One time travel romance I've read that sent the heroine back to the medieval Scottish Highlands completely flubbed the language issue by having the Highlanders speak broad Scots, as if they lived in the eighteenth or nineteenth century. In the unlikely event they spoke any English at all, in this case it WOULD be Middle English, and most likely the northern dialect, not the London version in which Chaucer wrote—therefore incomprehensible to a twentieth-century American with no background in that subject. Since this novel was a fantasy rather than science fiction, all the author had to do would have been to drop in a sentence stating or hinting that the heroine understands the local language by magic. But she didn't. In E. Nesbit's classic THE STORY OF THE AMULET, the children travel to many different places at various points in the distant past. They understand and speak the local languages in every case—but they have a magic amulet, so the reader can easily accept this ability.
Connie Willis's series about time-traveling Oxford historians (DOOMSDAY BOOK, TO SAY NOTHING OF THE DOG, BLACKOUT, and ALL CLEAR) features the well-known SF trope of a device that packs needed information into the subject's brain in a few hours of intensive treatment, languages included. SF stories can use technology similar to this or a variation on the familiar "universal translator." Or they can have their protagonists learn languages the old-fashioned way, as Hugh and his family have to do when a nuclear blast throws them from about 1960 to the far-distant future in Heinlein's FARNHAM'S FREEHOLD. Heinlein also considers this issue in DOOR INTO SUMMER (whose narrator skips thirty years ahead by "cold sleep") and TIME FOR THE STARS (whose narrator ages only a few years during a near-lightspeed interstellar voyage while about eighty years pass on Earth); both protagonists are puzzled by later generations' slang and other newly coined words. In fantasy time travel fiction, as in THE STORY OF THE AMULET (or stories such as the Narnia series, where travel to other dimensional planes is no barrier to mutual intelligibility), magic can always be invoked. I just want authors to recognize there IS a potential problem and address it somehow. They should also keep in mind that linguistic change doesn't apply only to English. An American heroine who speaks modern French wouldn't necessarily get along any better in twelfth-century France than she would in England of the same period. A character fluent in Hebrew, if transported back to first-century Palestine, should manage fine in synagogue and Temple services, but conversing with people on the street would require Aramaic or ancient Greek. An author could also have fun with a character who prepares in advance for travel to the first-century Mediterranean world (for example) by studying classical Latin and Greek—only to be tripped up by colloquialisms and slang not taught by the standard textbooks.

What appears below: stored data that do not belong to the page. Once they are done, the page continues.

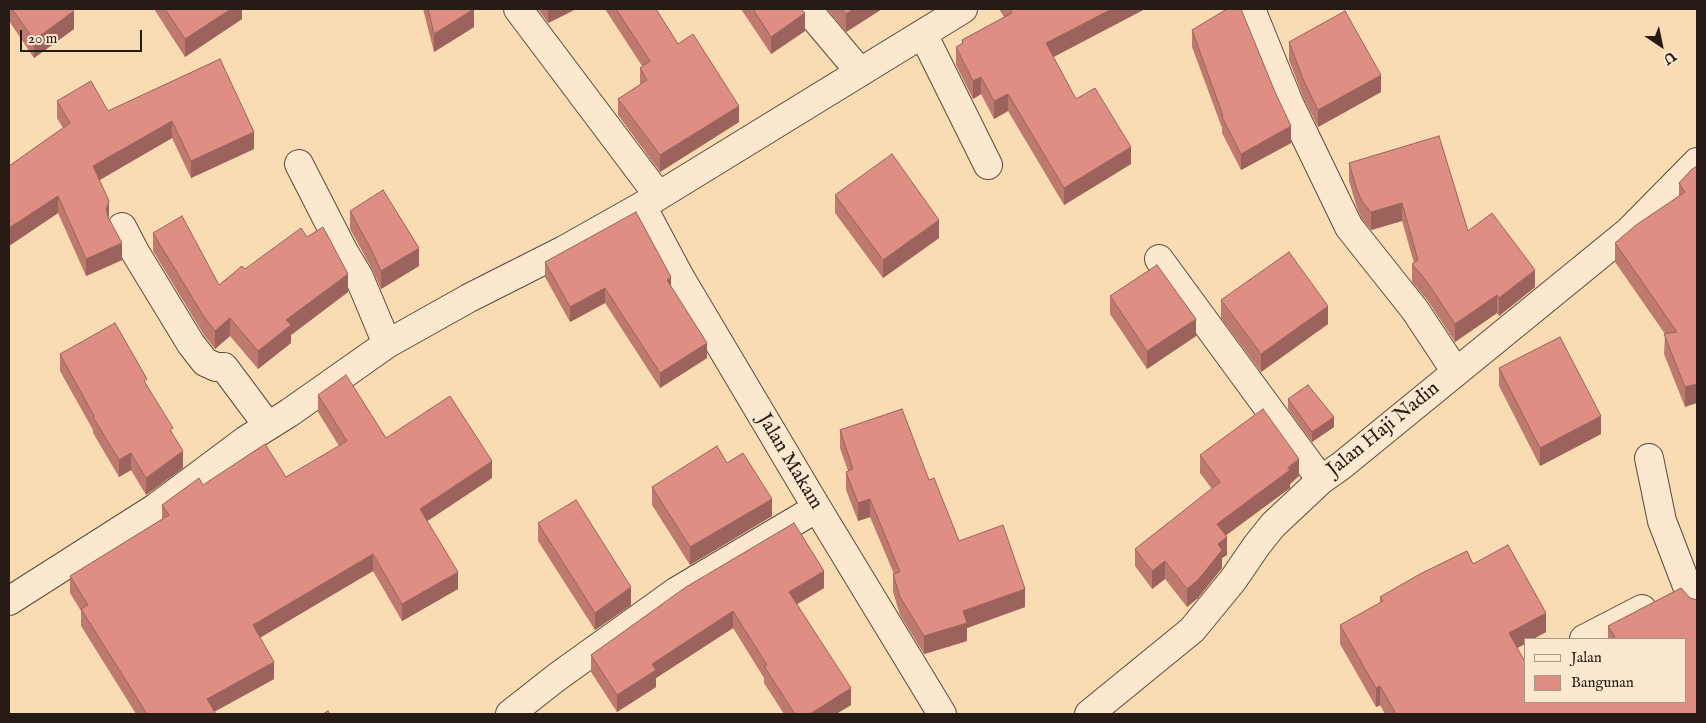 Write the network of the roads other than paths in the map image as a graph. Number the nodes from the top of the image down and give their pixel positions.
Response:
1 (518, 9) edge
2 (807, 9) edge
3 (963, 9) edge
4 (1251, 9) edge
5 (923, 34) junction
6 (860, 72) junction
7 (1697, 162) edge
8 (299, 164) dead end
9 (988, 165) dead end
10 (650, 200) junction
11 (122, 227) dead end
12 (1159, 259) dead end
13 (387, 344) junction
14 (1456, 372) junction
15 (268, 426) junction
16 (1649, 458) dead end
17 (1321, 480) junction
18 (816, 508) junction
19 (1692, 594) edge
20 (9, 602) edge
21 (1586, 638) edge
22 (510, 714) edge
23 (942, 714) edge
24 (1089, 714) edge

1 - 10 street, Jalan Makam
2 - 6 street
3 - 5 street
4 - 14 street
5 - 6 street
5 - 9 street
6 - 10 street
7 - 14 street, Jalan Haji Nadin
8 - 13 street
10 - 13 street
10 - 18 street, Jalan Makam
11 - 15 street
12 - 17 street
13 - 15 street
14 - 17 street, Jalan Haji Nadin
15 - 20 street
16 - 19 street
17 - 24 street, Jalan Haji Nadin
18 - 22 street
18 - 23 street, Jalan Makam
19 - 21 street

Diana Gabaldon's Outlander series shows awareness of linguistic issues even though Claire travels back only two centuries. Although she has no trouble talking to the eighteenth-century Scottish Highlanders—those that speak English, anyway—language change does cause a few small misunderstandings. When she tells the men who capture her on arrival that she's a nurse, they think she means a wet-nurse; the profession of "nurse" in the medical sense didn't yet exist by that name (or, if it did, wasn't well-known as such). She has to explain to Jamie what a sadist is, quite accurately, because the Marquis de Sade didn't write his notorious books until near the end of the century. When at one point she jokingly tells Jamie, "Go directly to Hell, do not pass Go, do not collect two hundred dollars," he's naturally baffled (though of course this is more of a cultural than a linguistic lapse of communication).
Jumping back to the present, Happy 2016 to all!